As of the most recent Incremental Code Update, Lodi regulates short-term stays primarily through three mechanisms rather than through a dedicated STR chapter with occupancy formulas. First, hosts obtain a home occupation permit (the city has identified the permit fee at roughly $100 in past staff and council discussions) and remit the city's 6% transient occupancy tax under the Lodi Municipal Code's TOT chapter. Second, only Phase 3 of the code update (adopted October 2025) added a definition of "short-term rental" to LMC 17.78.020, alongside other new defined terms; this established the term in the code but did not create per-property guest caps tied to bedroom count or square footage of the kind seen in cities such as San Diego or Sonoma County. Third, the underlying residential zoning controls in LMC Title 17 still apply to dwellings used for STRs, including density, parking, and use limitations of the residential district, and California Government Code section 65852.2 governs ADUs (which cannot be used for stays of less than 30 days under state law unless a city chooses to allow it).
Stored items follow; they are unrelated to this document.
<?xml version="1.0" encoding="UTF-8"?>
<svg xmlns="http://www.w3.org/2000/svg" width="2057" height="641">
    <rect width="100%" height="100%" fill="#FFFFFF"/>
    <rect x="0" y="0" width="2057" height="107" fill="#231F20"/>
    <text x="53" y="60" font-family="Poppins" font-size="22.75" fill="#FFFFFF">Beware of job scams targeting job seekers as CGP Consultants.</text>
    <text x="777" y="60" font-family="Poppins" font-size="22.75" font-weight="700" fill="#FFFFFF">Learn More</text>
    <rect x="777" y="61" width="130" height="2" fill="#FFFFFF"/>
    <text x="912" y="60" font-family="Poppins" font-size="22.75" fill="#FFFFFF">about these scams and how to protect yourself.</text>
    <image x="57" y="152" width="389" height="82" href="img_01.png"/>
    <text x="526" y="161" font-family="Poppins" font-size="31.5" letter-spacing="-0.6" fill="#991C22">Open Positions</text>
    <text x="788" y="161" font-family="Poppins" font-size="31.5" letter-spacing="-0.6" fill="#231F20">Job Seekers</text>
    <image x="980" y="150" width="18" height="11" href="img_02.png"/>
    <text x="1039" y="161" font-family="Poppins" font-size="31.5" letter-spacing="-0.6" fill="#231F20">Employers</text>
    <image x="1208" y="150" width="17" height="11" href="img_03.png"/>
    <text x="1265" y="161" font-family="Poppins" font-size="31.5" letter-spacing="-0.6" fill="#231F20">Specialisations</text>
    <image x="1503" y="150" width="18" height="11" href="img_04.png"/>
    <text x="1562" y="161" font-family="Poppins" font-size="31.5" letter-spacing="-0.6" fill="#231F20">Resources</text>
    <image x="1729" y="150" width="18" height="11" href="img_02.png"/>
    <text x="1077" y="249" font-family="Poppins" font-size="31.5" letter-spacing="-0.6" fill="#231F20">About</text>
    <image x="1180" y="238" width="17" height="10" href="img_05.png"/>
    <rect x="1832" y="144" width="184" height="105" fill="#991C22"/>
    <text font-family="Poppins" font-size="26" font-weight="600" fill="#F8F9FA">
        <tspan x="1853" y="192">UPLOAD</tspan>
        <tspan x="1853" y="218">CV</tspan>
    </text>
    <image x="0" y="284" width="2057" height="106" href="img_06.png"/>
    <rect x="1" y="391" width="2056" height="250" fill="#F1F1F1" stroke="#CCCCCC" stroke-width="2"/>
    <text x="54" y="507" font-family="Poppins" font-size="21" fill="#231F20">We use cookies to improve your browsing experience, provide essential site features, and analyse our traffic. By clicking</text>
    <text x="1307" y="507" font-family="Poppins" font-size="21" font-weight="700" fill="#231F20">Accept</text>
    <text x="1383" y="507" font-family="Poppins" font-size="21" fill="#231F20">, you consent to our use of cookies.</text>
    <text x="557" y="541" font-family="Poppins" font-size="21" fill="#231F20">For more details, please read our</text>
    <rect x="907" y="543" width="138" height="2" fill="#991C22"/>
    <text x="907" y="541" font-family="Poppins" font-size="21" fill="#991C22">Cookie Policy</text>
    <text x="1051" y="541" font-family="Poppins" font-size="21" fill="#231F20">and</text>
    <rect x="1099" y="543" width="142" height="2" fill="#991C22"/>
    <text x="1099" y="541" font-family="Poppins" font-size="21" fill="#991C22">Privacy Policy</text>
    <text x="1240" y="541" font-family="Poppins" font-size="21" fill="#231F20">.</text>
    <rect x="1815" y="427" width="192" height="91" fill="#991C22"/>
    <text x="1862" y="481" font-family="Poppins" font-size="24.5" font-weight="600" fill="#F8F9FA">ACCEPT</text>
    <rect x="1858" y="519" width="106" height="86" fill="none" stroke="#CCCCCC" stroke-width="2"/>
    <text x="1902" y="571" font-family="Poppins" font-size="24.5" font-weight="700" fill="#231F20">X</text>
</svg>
Because Lodi reported 79 registered short-term rentals out of roughly 27,000 housing units in early 2024 (about 0.3 percent of the housing stock), the city council elected at that time not to adopt a stand-alone STR ordinance with cap-style occupancy limits. Operators should still observe California Building Code occupant load standards for the dwelling and any HOA or CC&R restrictions, and should confirm whether their San Joaquin County health permit or business license obligations apply to their specific operation.
Operating without a home occupation permit or failing to remit the 6% transient occupancy tax can result in code enforcement action, back-tax assessments, penalties, and interest. Overcrowding that creates a public nuisance, fire-code violation, or building-code violation can be enforced under the city's general nuisance and building-safety provisions even without an STR-specific occupancy cap.